6. Descriptive insurance brochures bearing the name Allied Chemical. (Exhibits 6, 7)
7. Allied Chemical Corporation's workmen's compensation insurance policy with Travelers Insurance Company, which included Jim Robbins Seat Belt Co. among some 122 other companies similarly listed as named insureds under the policy.
Also introduced were two payroll paychecks, each bearing the name Allied Chemical in the upper lefthand corner. Significant to the Court, however, is the difference between the type of check paid to Mr. Randolph (hired by Allied), Exhibit 2, and the type of check paid to Miss Gaddis (hired by Jim Robbins), Exhibit 1. In the former, the check, in addition to the name Allied Chemical Corp. appearing in the corner, is captioned "Automotive Products Division," while in the latter, the check is captioned "Jim Robbins Seat Belt Company." The court cannot turn its back to the fact that the principal name appearing on the face of a payroll check has a major influence upon a wage earner.

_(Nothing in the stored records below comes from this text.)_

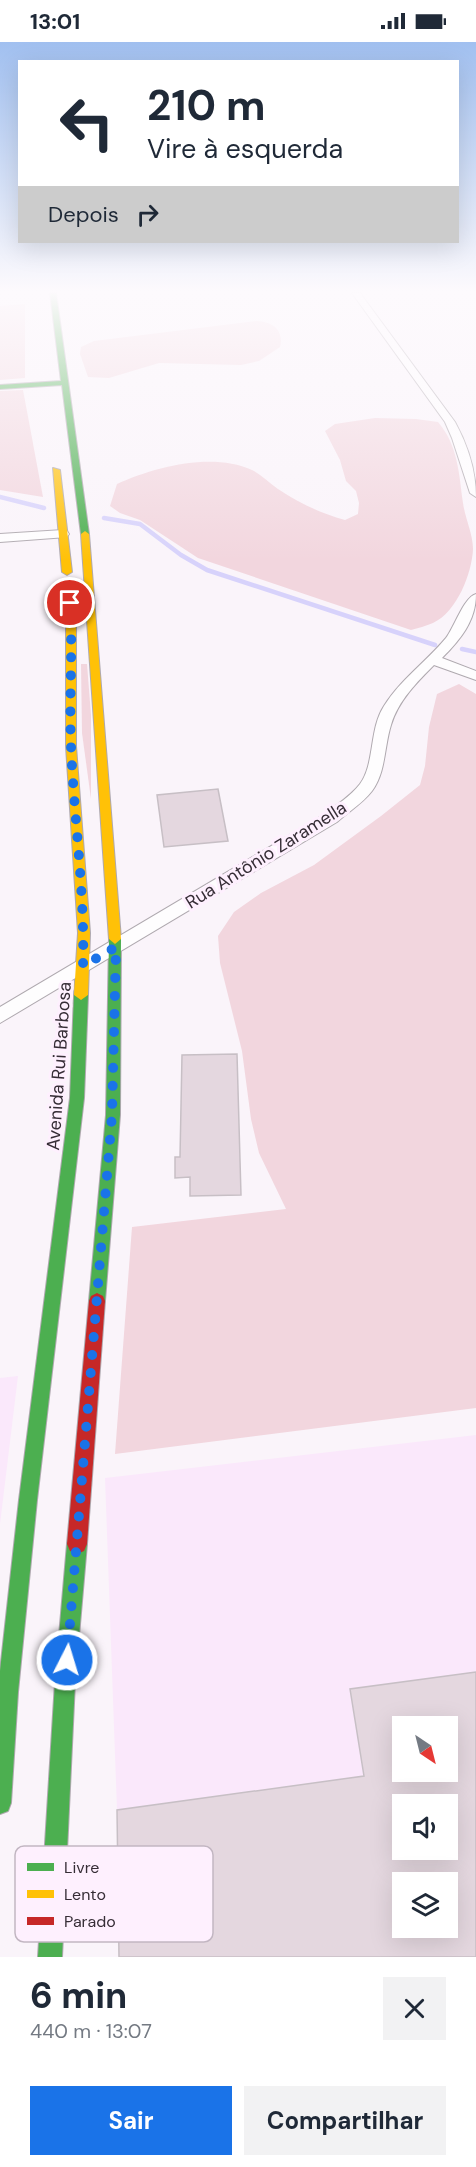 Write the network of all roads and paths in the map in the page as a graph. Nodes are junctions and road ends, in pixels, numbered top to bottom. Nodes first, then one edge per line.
1 (421, 382) edge
2 (65, 383) joint
3 (0, 387) edge
4 (55, 452) dead end
5 (476, 493) edge
6 (62, 528) junction
7 (0, 538) edge
8 (69, 591) dead end
9 (476, 598) edge
10 (70, 612) dead end
11 (433, 660) junction
12 (476, 676) edge
13 (116, 947) junction
14 (83, 966) junction
15 (0, 1016) edge
16 (0, 1803) edge
17 (56, 1846) edge
18 (51, 1942) edge
19 (50, 1957) edge

1 - 5 street
2 - 3 main road
2 - 13 main road
4 - 6 main road
6 - 7 street
6 - 8 main road
9 - 11 street, Rua Antônio Zaramella
10 - 14 main road, Avenida Rui Barbosa
11 - 12 street
11 - 13 street, Rua Antônio Zaramella
13 - 14 street, Rua Antônio Zaramella
13 - 17 main road
14 - 15 street, Rua Antônio Zaramella
14 - 16 main road, Avenida Rui Barbosa
18 - 19 main road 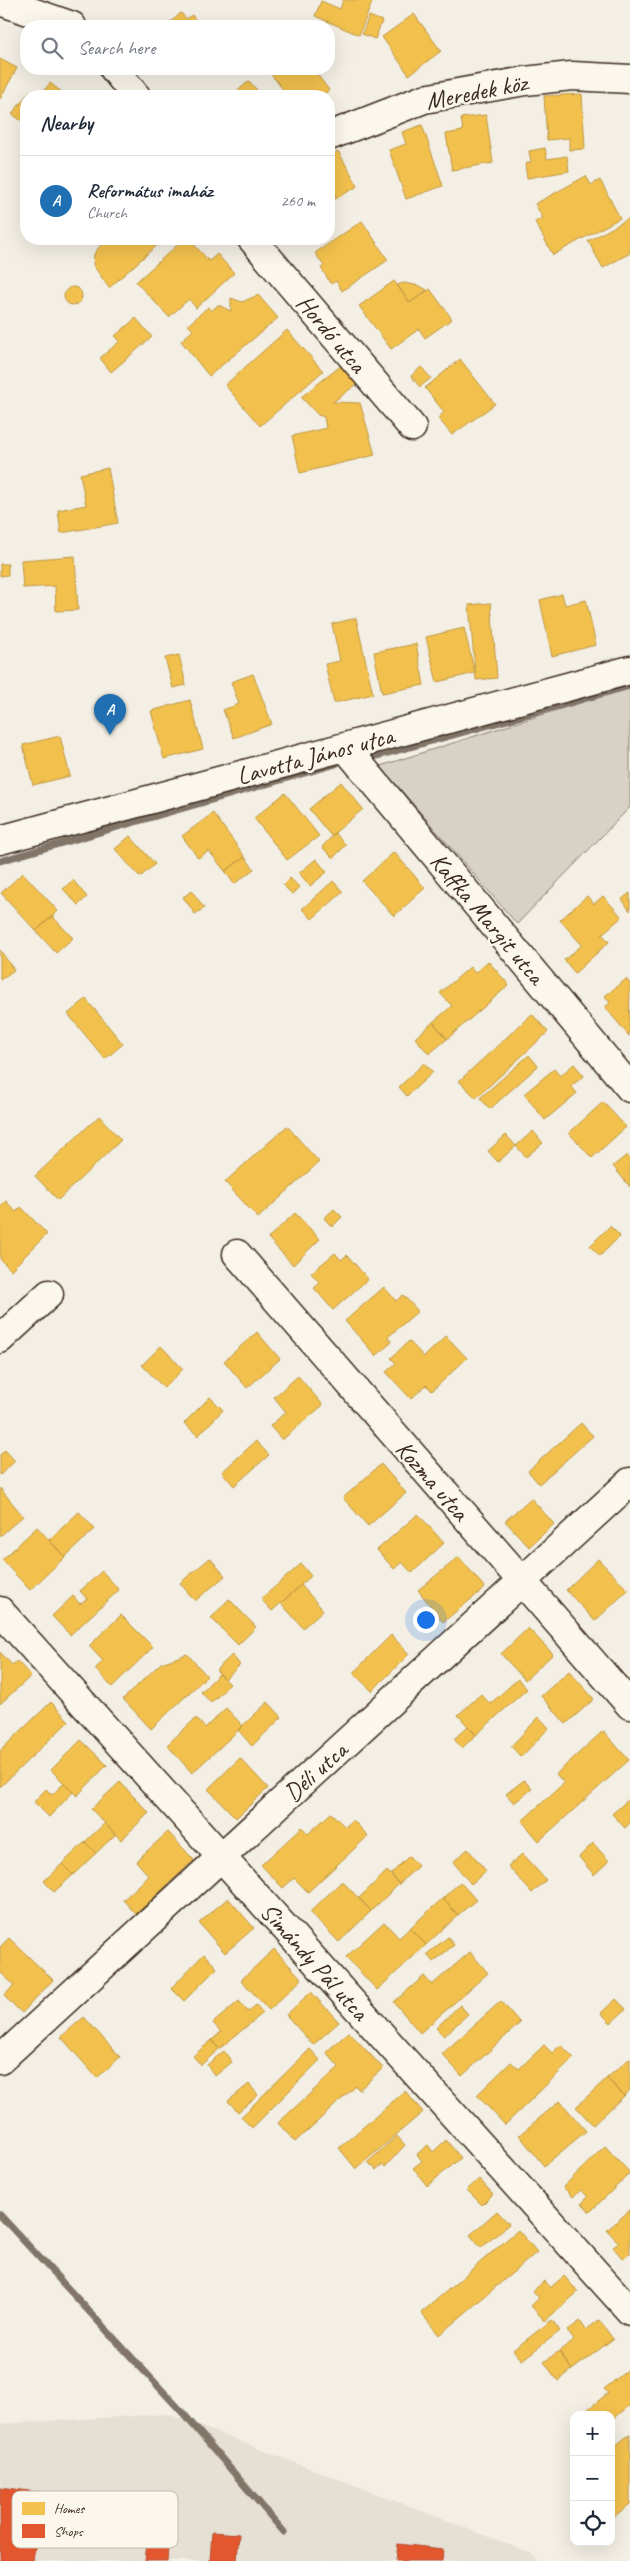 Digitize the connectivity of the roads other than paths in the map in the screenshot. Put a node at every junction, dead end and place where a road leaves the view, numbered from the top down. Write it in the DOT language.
graph roads {
  1 [pos="0,1"];
  2 [pos="55,20"];
  3 [pos="119,75"];
  4 [pos="630,79"];
  5 [pos="131,90"];
  6 [pos="335,134"];
  7 [pos="257,245"];
  8 [pos="412,427"];
  9 [pos="630,670"];
  10 [pos="345,747"];
  11 [pos="0,840"];
  12 [pos="630,1088"];
  13 [pos="237,1254"];
  14 [pos="49,1294"];
  15 [pos="0,1339"];
  16 [pos="630,1482"];
  17 [pos="521,1582"];
  18 [pos="0,1611"];
  19 [pos="630,1705"];
  20 [pos="221,1856"];
  21 [pos="0,2060"];
  22 [pos="630,2311"];
  1 -- 2 [label="street"];
  3 -- 5 [label="street"];
  4 -- 6 [label="street, Meredek köz"];
  7 -- 8 [label="street, Hordó utca"];
  9 -- 10 [label="street, Lavotta János utca"];
  10 -- 11 [label="street, Lavotta János utca"];
  10 -- 12 [label="street, Kaffka Margit utca"];
  13 -- 17 [label="street, Kozma utca"];
  14 -- 15 [label="street"];
  16 -- 17 [label="street, Déli utca"];
  17 -- 19 [label="street, Kozma utca"];
  17 -- 20 [label="street, Déli utca"];
  18 -- 20 [label="street, Simándy Pál utca"];
  20 -- 21 [label="street, Déli utca"];
  20 -- 22 [label="street, Simándy Pál utca"];
} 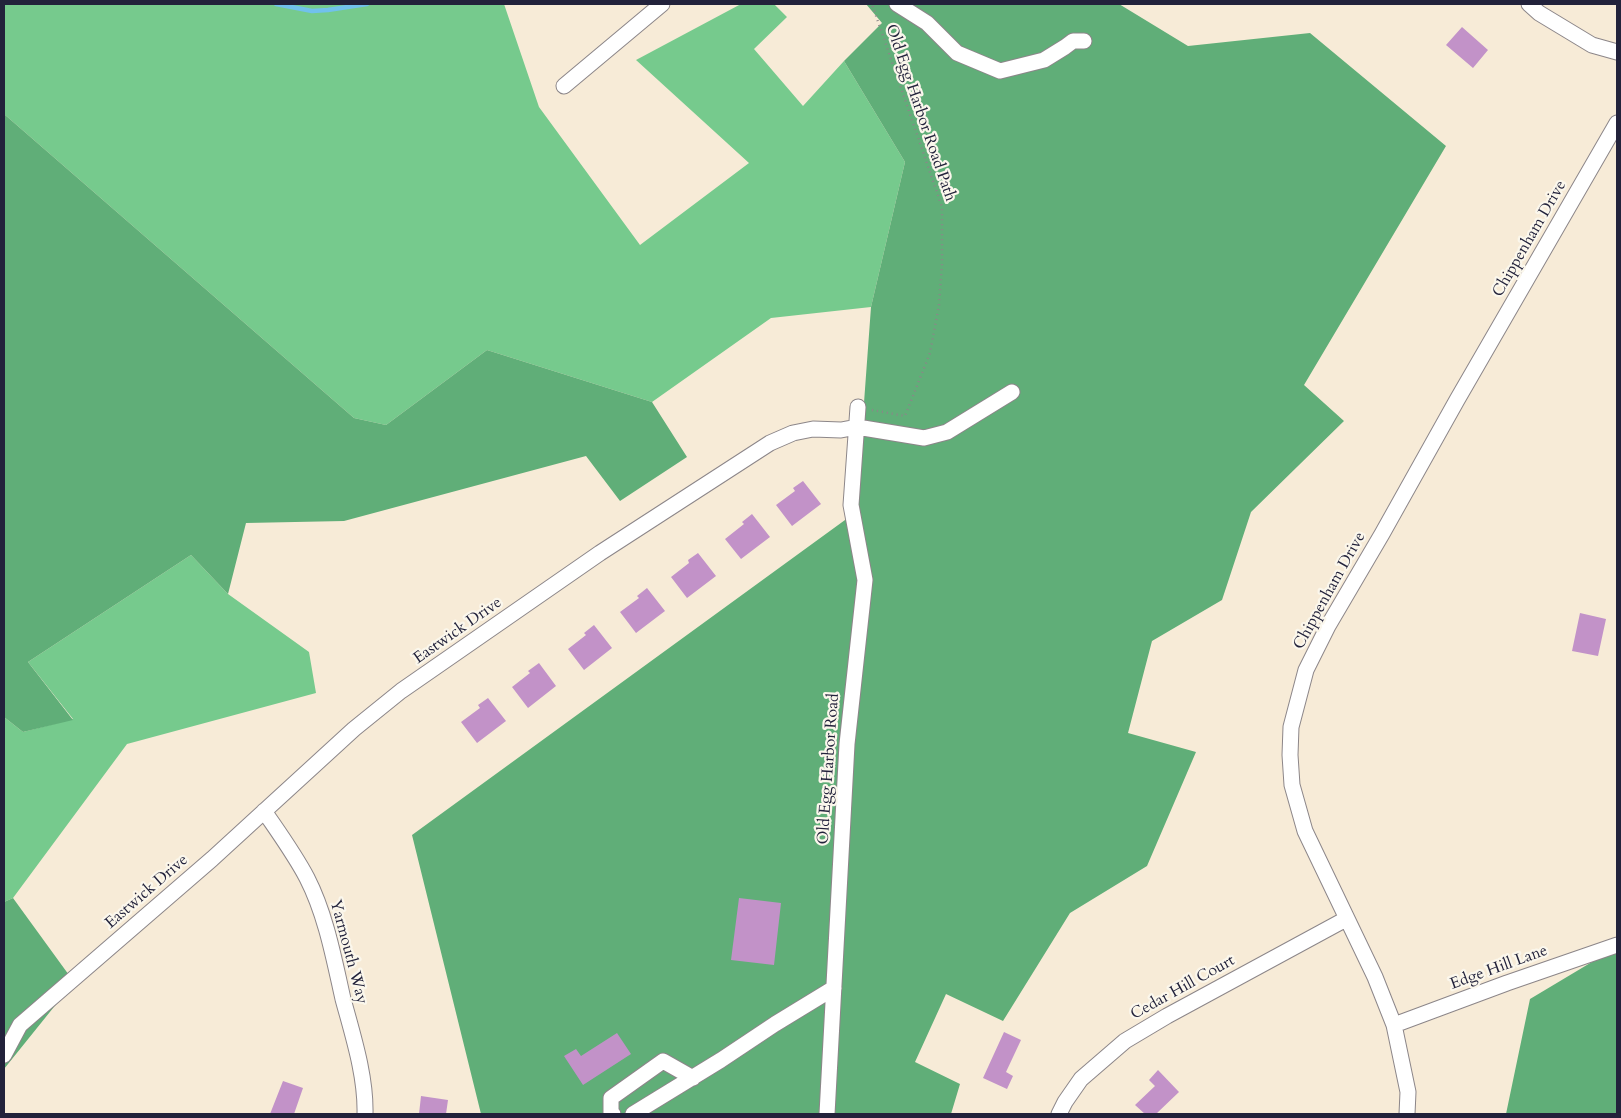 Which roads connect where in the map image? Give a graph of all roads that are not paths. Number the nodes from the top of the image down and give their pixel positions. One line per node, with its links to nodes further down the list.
1 (662, 4): 6 (street)
2 (897, 4): 4 (street)
3 (1529, 4): 5 (street)
4 (1084, 41)
5 (1617, 52)
6 (564, 86)
7 (1617, 123): 12 (street, Chippenham Drive)
8 (1012, 392): 10 (street, Eastwick Drive)
9 (858, 407): 10 (street, Old Egg Harbor Road)
10 (857, 427): 11 (street, Eastwick Drive); 14 (street, Old Egg Harbor Road)
11 (264, 811): 16 (street, Eastwick Drive); 18 (street, Yarmouth Way)
12 (1346, 919): 15 (street, Chippenham Drive); 22 (street, Cedar Hill Court)
13 (1617, 945): 15 (street, Edge Hill Lane)
14 (834, 988): 17 (street); 21 (street, Old Egg Harbor Road)
15 (1394, 1026): 23 (street, Chippenham Drive)
16 (4, 1055)
17 (693, 1078): 19 (street); 20 (street)
18 (365, 1114)
19 (613, 1114)
20 (633, 1114)
21 (827, 1114)
22 (1059, 1114)
23 (1407, 1114)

Finally, submitted to the Court and jury was the collective bargaining agreement entitled, "AGREEMENT between JIM ROBBINS SEAT BELT COMPANY and TEXTILE WORKERS UNION OF AMERICA AFL-CIO . . . January 1, 1973, Knoxville, Tennessee." (Exhibit 20) Brenda Sue Gaddis was a member of this union and her signature appears on the first inside page of the printed agreement. By agreement it was also submitted that Allied and Jim Robbins filed separate payroll withholding tax returns, and, in the case of Jim Robbins, Brenda Sue Gaddis was listed as an employee on their return.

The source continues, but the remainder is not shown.